- _What you have to do_
Transcribe the listing word for word. Begin at its first line and end with the line containing "pinky dip: (721, 991)".

- _Extracted records_
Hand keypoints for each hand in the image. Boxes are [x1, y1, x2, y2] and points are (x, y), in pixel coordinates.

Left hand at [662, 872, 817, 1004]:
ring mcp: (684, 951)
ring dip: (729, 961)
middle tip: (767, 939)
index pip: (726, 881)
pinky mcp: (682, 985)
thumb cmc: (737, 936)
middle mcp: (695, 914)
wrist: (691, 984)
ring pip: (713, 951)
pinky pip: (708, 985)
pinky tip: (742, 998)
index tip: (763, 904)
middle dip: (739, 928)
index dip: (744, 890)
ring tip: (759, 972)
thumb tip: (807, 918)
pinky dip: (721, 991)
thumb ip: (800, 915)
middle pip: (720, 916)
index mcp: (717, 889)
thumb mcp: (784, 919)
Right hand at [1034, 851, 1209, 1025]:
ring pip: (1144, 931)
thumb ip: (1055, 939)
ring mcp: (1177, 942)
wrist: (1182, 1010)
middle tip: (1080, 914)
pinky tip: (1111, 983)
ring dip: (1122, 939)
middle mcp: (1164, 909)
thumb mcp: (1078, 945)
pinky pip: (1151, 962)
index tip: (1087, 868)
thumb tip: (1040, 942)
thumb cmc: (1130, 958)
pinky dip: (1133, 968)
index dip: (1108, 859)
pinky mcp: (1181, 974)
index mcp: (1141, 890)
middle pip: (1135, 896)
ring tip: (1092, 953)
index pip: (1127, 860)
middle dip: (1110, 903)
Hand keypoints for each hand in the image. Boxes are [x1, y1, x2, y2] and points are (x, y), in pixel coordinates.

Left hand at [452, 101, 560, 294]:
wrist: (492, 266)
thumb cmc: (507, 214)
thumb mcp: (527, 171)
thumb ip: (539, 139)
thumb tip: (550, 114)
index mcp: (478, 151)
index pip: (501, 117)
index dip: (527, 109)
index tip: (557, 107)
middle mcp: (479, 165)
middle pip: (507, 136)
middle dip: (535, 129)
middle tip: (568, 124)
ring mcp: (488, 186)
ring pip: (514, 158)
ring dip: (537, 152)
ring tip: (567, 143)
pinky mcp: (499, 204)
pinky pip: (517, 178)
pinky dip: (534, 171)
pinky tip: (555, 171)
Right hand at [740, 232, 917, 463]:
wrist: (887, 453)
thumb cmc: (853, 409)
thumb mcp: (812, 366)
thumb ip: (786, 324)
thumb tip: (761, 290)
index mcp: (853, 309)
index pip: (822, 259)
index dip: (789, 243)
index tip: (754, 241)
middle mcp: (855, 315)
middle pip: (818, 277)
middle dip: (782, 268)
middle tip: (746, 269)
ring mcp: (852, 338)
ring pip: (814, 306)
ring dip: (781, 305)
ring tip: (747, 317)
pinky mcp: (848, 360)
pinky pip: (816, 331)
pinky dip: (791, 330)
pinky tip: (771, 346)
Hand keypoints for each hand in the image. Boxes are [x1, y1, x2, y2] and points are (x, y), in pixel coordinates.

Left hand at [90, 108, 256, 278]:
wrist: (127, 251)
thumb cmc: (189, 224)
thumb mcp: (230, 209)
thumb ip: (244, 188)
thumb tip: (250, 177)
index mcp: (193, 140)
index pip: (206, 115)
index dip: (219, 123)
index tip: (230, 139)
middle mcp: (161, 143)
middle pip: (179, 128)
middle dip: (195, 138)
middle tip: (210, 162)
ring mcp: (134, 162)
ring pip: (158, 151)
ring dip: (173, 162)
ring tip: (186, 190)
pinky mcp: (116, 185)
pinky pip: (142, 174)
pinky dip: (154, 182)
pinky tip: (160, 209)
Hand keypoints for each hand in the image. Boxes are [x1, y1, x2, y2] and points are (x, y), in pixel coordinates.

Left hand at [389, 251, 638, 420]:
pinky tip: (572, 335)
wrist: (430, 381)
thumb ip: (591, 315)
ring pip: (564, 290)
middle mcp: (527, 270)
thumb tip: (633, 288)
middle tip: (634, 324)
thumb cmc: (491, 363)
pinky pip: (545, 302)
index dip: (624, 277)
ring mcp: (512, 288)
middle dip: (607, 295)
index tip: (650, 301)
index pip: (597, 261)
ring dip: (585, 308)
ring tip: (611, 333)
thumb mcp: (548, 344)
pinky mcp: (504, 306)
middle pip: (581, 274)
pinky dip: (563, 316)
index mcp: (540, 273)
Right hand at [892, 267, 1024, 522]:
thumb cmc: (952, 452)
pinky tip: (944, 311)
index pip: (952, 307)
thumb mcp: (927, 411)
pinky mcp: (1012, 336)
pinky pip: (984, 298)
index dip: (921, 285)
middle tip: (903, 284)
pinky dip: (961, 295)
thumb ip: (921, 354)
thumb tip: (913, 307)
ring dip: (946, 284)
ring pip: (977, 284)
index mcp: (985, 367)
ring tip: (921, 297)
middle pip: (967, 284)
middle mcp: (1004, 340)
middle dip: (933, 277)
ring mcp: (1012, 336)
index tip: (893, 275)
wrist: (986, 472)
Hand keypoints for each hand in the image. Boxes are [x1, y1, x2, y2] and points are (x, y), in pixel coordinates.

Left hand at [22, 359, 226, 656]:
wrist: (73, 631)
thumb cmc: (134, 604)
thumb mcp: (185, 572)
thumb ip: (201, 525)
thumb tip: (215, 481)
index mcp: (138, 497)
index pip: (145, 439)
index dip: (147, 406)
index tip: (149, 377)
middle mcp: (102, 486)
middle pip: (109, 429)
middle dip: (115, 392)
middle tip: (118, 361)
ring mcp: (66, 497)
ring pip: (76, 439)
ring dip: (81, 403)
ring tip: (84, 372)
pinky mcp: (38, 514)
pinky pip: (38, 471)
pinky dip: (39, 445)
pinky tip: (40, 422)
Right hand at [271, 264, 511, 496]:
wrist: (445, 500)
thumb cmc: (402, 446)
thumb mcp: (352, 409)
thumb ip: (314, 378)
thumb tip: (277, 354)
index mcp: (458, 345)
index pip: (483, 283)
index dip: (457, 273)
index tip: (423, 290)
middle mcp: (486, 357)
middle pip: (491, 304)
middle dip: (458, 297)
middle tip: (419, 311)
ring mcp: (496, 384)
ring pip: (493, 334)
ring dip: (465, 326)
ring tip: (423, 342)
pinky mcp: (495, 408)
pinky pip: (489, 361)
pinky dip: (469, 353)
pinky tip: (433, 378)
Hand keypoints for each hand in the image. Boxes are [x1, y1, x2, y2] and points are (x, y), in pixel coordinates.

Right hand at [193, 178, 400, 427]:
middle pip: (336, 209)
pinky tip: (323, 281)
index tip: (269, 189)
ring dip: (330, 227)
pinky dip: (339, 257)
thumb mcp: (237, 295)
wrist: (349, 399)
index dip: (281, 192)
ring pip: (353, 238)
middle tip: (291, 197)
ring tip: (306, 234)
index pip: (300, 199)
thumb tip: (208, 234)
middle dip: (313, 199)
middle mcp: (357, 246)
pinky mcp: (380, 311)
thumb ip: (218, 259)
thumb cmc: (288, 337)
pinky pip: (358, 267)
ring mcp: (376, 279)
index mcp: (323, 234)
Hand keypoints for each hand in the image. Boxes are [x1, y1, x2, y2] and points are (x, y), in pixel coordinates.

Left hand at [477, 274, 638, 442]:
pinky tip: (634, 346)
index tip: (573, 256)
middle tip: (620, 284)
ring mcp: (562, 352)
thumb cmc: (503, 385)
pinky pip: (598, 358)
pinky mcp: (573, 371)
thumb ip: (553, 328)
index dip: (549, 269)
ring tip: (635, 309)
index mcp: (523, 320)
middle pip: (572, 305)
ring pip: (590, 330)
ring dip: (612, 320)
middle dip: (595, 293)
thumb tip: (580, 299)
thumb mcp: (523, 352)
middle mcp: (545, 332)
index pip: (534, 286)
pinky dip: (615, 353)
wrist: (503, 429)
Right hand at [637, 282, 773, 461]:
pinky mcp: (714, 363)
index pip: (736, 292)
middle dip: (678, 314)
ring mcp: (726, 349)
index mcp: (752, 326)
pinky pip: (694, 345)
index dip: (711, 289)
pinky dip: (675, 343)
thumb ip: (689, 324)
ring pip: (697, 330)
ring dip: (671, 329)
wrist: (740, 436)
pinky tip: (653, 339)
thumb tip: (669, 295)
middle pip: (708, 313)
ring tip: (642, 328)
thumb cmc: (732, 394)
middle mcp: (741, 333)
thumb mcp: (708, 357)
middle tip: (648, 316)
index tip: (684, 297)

- _Reply_
Hand keypoints for each hand in the image. Boxes are [x1, y1, x2, y2] and points are (x, y), in pixel coordinates.

Left hand at [662, 872, 817, 1004]:
ring mcp: (684, 951)
ring dip: (729, 961)
middle tip: (767, 939)
index pip: (726, 881)
pinky mcp: (682, 985)
thumb cmc: (737, 936)
middle mcp: (695, 914)
wrist: (691, 984)
ring pip: (713, 951)
pinky pip: (708, 985)
pinky tip: (742, 998)
index tip: (763, 904)
middle dip: (739, 928)
index dip: (744, 890)
ring tip: (759, 972)
thumb tip: (807, 918)
pinky dip: (721, 991)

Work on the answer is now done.